## REQUIRED ACTION
Whichever lines of the entries hold the word "edges" should be identified and copied.

Records from a collection:
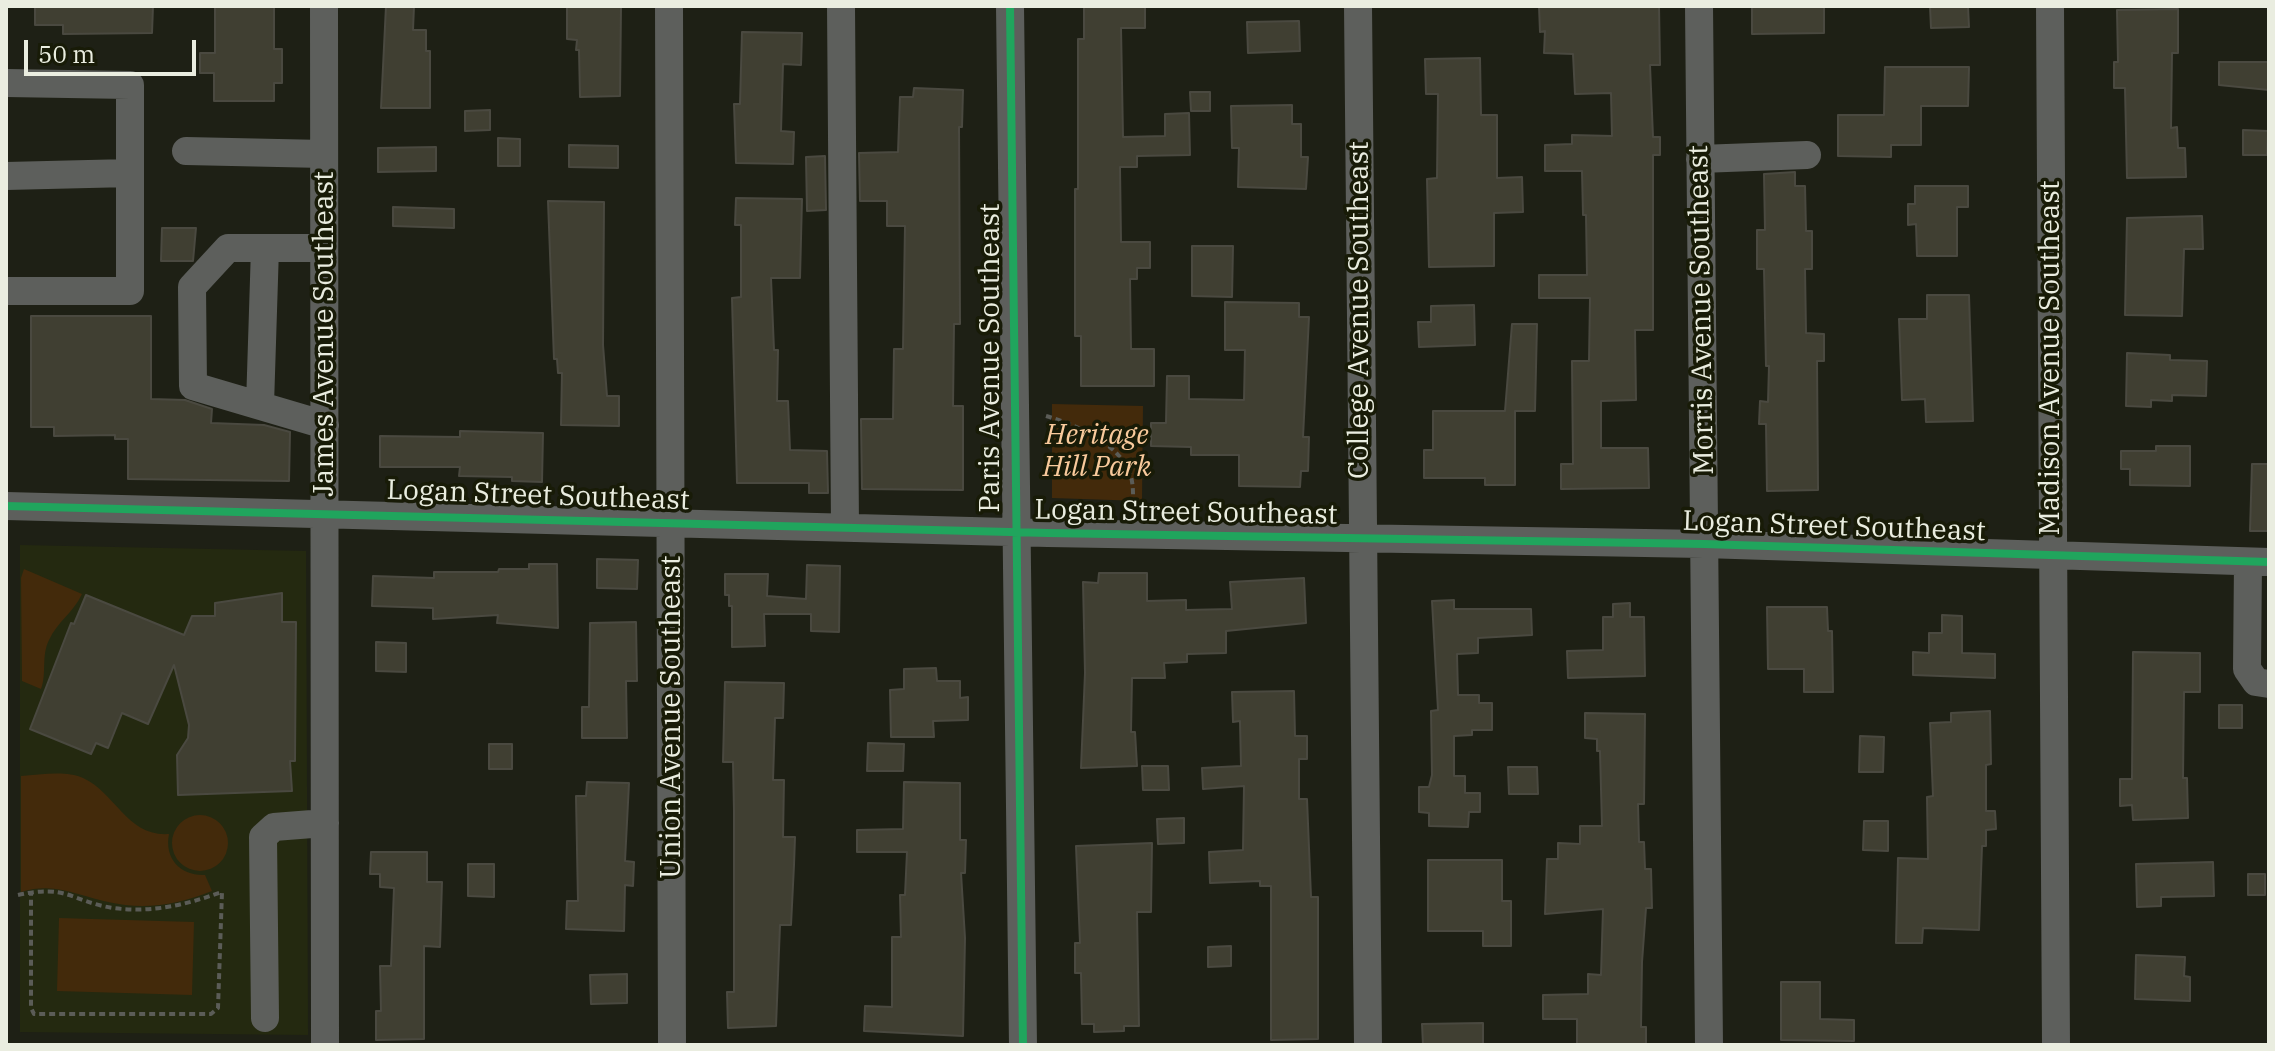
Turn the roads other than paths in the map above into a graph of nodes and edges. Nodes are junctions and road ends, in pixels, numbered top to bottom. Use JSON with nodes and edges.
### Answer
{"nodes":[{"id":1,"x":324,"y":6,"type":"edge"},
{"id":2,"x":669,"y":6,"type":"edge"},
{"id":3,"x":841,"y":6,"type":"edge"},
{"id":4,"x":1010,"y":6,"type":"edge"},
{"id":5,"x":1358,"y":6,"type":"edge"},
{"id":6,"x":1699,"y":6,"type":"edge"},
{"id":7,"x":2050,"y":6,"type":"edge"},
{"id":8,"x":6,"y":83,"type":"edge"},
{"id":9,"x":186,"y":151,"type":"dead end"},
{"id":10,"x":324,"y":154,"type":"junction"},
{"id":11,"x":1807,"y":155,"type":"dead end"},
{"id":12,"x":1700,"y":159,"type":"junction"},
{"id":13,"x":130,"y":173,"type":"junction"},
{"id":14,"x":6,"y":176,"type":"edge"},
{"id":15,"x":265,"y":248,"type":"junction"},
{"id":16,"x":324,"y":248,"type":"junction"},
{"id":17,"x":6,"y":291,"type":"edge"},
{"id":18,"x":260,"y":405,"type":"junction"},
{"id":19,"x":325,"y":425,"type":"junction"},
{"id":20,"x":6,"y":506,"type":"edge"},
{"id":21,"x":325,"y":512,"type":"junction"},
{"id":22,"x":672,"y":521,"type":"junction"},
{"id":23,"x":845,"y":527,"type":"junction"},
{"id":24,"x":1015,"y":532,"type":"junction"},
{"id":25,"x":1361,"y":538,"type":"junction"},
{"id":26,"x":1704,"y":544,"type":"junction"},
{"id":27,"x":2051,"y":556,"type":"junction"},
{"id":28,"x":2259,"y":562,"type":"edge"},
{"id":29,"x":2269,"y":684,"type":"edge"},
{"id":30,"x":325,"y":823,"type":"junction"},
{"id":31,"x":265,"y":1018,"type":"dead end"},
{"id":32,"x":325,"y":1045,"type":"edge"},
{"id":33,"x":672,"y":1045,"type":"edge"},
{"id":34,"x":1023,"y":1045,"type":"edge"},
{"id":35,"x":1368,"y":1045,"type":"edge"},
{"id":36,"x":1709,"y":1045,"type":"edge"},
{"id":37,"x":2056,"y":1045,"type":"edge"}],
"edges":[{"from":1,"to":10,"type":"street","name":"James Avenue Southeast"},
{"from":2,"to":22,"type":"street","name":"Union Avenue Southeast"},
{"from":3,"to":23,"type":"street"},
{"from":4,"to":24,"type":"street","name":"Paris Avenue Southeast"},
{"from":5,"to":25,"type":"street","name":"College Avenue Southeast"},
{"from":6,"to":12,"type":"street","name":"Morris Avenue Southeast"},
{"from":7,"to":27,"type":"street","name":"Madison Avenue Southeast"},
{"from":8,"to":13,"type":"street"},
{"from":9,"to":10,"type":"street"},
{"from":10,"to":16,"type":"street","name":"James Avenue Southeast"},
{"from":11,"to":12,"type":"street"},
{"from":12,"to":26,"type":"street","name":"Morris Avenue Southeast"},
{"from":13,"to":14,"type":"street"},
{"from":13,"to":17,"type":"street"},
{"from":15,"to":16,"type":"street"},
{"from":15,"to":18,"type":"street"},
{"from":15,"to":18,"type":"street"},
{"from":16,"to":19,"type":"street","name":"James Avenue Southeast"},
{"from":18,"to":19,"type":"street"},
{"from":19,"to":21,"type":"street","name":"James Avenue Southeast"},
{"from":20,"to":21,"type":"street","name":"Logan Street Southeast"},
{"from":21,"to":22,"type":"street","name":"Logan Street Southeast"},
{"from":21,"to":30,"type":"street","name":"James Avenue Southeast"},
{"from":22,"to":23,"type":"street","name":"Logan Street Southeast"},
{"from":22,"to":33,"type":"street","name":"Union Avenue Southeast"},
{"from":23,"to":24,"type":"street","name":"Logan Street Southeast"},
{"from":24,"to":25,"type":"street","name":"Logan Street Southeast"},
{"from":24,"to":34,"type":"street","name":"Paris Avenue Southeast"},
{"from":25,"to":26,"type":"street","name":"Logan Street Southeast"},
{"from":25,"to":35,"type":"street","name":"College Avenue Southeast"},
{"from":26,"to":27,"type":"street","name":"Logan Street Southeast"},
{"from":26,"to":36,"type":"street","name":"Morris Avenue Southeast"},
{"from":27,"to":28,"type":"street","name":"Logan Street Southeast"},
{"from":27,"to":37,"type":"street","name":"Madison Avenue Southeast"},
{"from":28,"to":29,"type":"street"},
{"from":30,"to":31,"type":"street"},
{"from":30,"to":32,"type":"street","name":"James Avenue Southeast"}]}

## RESULT OF THE EXERCISE
Turn the roads other than paths in the map above into a graph of nodes and edges. Nodes are junctions and road ends, in pixels, numbered top to bottom. Use JSON with nodes and edges.
"edges":[{"from":1,"to":10,"type":"street","name":"James Avenue Southeast"},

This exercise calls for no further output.